Save for unimportant readjustments, there were no changes for some time along the Messines front, and little activity save at the extreme north of that section on the Ypres-Comines Canal. Here the British gradually extended the ground which had been captured by the Forty-seventh Division, taking some considerable spoil-heaps which had been turned into machine-gun emplacements by the Germans. This supplementary operation was brought off upon June 14 and was answered upon June 15 by a German counter-attack which was completely repulsed. Some brisk fighting had broken out, however, farther down the line in the Lens sector which Holland's First Corps, consisting of the Sixth, Twenty-fourth, and Forty-sixth Divisions, had faced during the Battle of Arras. This sector was rather to the north of the battle, and the German line had not been broken as in the south. These divisions had nibbled their way forward, however, working up each side of the Souchez River until they began to threaten Lens itself. The Germans, recognising the imminent menace, had already blown up a number of their depots and practically destroyed everything upon the surface, but the real prize of victory lay in the coal seams underground. Huge columns of black smoke which rose over the shattered chimneys and winding gears showed that even this, so far as possible, had been ruined by the enemy.

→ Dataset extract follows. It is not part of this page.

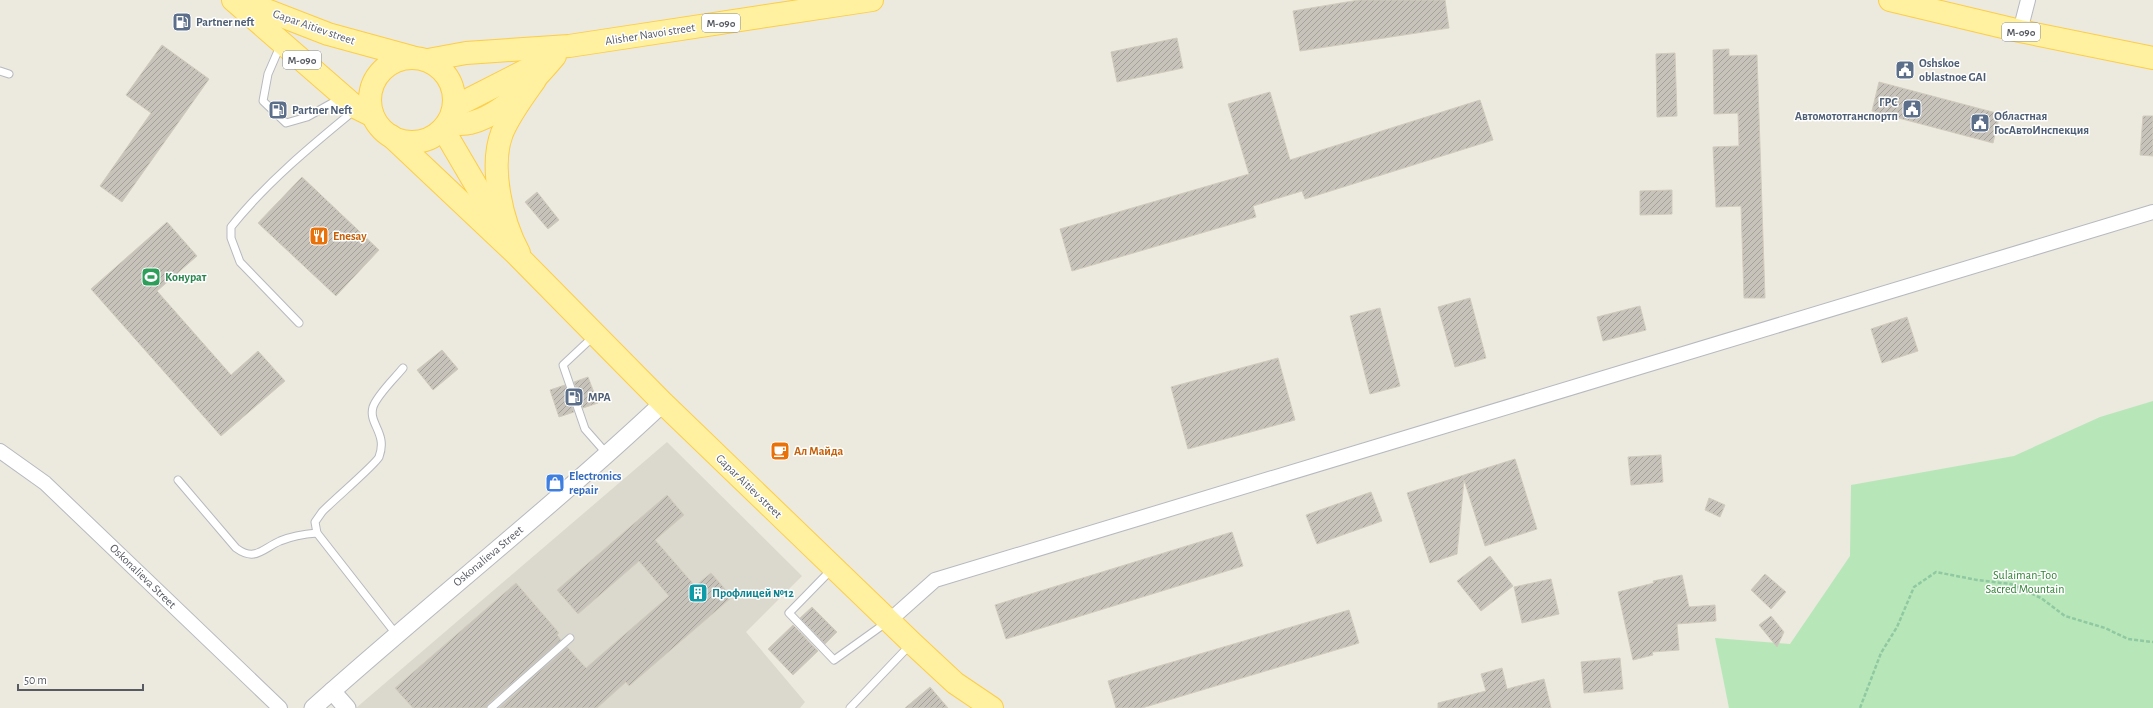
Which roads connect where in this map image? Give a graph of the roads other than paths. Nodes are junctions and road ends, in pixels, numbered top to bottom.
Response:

On June 8, the Forty-sixth Division carried out a raid upon so vast a scale that both the results and the losses were greater than in many more serious operations. The whole of the 138th Brigade was concerned in the venture, but the brunt was borne by the 4th Lincolns and 5th Leicesters. On this occasion, use was made upon a large scale of dummy figures, a new device of the British. Some 400 of these, rising and falling by means of wires, seemed to be making a most heroic attack upon an adjacent portion of the German line, and attracted a strong barrage. In the meanwhile, the front trenches were rushed with considerable losses upon both sides. When at last the assailants returned, they brought with them twenty prisoners and a number of machine-guns, and had killed or wounded some hundreds of the enemy, while their own losses came to more than 300. A smaller attack carried out in conjunction with the 11th Canadian Brigade upon the right also gave good results.